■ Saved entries
————————
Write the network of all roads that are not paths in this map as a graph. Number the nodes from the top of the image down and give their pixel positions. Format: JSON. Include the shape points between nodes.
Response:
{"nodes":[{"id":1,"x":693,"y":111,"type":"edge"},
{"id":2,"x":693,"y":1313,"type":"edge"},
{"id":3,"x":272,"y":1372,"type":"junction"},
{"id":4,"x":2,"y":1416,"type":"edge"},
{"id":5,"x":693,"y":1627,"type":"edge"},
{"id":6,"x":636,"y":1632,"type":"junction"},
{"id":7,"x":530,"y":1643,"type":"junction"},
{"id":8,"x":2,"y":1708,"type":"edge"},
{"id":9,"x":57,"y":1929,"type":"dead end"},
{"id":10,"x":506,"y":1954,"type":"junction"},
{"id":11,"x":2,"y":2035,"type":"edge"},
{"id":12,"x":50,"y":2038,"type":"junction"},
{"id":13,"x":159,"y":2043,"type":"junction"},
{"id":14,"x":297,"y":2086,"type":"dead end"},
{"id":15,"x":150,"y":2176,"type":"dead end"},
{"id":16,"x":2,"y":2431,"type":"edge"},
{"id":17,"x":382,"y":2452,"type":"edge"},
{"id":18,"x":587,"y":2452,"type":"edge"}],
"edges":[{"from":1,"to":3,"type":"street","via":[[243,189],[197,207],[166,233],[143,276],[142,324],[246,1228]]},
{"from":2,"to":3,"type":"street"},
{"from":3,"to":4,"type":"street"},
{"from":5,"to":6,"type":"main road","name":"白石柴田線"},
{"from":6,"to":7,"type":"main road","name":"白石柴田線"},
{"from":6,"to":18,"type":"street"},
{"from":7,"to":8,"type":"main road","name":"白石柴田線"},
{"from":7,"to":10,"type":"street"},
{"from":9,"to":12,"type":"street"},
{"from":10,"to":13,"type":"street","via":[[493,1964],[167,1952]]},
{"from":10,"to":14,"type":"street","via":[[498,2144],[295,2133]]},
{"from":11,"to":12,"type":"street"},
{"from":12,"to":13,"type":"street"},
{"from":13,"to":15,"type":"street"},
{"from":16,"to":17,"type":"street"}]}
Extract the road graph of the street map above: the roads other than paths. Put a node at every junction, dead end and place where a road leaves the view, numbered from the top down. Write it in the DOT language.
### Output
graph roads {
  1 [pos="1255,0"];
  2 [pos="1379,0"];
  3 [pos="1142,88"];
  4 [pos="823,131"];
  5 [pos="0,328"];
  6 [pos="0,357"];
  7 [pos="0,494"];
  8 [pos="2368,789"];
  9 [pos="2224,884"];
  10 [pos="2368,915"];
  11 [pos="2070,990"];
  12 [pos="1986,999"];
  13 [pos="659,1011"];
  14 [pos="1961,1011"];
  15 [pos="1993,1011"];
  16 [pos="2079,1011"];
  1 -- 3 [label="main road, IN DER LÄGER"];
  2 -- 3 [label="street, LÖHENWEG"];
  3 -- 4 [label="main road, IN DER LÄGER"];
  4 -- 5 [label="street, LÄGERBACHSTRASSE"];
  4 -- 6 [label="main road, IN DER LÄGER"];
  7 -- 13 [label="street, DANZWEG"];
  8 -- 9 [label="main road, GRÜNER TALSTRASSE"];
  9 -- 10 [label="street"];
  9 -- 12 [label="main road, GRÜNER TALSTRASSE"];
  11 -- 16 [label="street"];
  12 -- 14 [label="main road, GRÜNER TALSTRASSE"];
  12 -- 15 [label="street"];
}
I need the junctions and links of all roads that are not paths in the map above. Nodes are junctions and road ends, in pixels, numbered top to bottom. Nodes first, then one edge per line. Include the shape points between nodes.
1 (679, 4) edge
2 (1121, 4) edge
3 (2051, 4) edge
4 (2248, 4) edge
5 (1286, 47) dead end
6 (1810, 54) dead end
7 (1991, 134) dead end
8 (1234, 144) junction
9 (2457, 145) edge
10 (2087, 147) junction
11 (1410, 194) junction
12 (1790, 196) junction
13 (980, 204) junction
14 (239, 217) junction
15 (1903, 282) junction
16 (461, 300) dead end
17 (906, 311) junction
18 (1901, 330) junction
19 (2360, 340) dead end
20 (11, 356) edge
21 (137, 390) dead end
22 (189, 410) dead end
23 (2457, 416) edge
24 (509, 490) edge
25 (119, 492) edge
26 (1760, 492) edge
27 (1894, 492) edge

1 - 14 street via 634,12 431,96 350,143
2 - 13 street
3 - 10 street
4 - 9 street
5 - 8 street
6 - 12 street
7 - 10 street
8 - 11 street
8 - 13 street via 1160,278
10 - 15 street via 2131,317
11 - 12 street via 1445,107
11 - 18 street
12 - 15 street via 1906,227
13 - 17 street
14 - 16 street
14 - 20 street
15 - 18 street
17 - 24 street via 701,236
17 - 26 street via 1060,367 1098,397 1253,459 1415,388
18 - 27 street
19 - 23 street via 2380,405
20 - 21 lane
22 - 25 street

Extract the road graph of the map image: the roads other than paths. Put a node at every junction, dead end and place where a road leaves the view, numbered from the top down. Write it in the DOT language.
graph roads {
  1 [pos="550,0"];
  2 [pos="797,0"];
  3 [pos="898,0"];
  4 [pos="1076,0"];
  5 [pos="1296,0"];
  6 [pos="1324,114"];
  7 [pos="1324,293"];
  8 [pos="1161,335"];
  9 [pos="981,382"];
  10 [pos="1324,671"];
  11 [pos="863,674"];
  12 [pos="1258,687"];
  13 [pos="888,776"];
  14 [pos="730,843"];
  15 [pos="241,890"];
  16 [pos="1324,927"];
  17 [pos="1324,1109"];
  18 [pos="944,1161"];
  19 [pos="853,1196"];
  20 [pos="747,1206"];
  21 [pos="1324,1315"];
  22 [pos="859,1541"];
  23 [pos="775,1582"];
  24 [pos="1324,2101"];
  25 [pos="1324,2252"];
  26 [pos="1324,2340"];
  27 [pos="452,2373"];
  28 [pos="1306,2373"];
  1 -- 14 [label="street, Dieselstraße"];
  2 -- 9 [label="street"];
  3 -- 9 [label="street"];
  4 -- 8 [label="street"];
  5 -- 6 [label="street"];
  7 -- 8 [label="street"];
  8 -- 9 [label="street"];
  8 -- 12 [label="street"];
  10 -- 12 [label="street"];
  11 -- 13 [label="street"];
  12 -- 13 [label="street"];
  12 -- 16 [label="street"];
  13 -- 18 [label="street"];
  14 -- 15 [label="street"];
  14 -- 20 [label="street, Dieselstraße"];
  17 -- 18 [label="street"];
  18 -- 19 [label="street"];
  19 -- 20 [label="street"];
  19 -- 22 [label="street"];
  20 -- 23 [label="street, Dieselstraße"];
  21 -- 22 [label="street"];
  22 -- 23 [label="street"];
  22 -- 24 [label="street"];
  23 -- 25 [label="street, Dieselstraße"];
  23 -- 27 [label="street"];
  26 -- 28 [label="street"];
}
————————
■ Problem to solve
Reproduce each line of the records in which the string "shape" appears.

■ Solution
Write the network of all roads that are not paths in this map as a graph. Number the nodes from the top of the image down and give their pixel positions. Format: JSON. Include the shape points between nodes.
I need the junctions and links of all roads that are not paths in the map above. Nodes are junctions and road ends, in pixels, numbered top to bottom. Nodes first, then one edge per line. Include the shape points between nodes.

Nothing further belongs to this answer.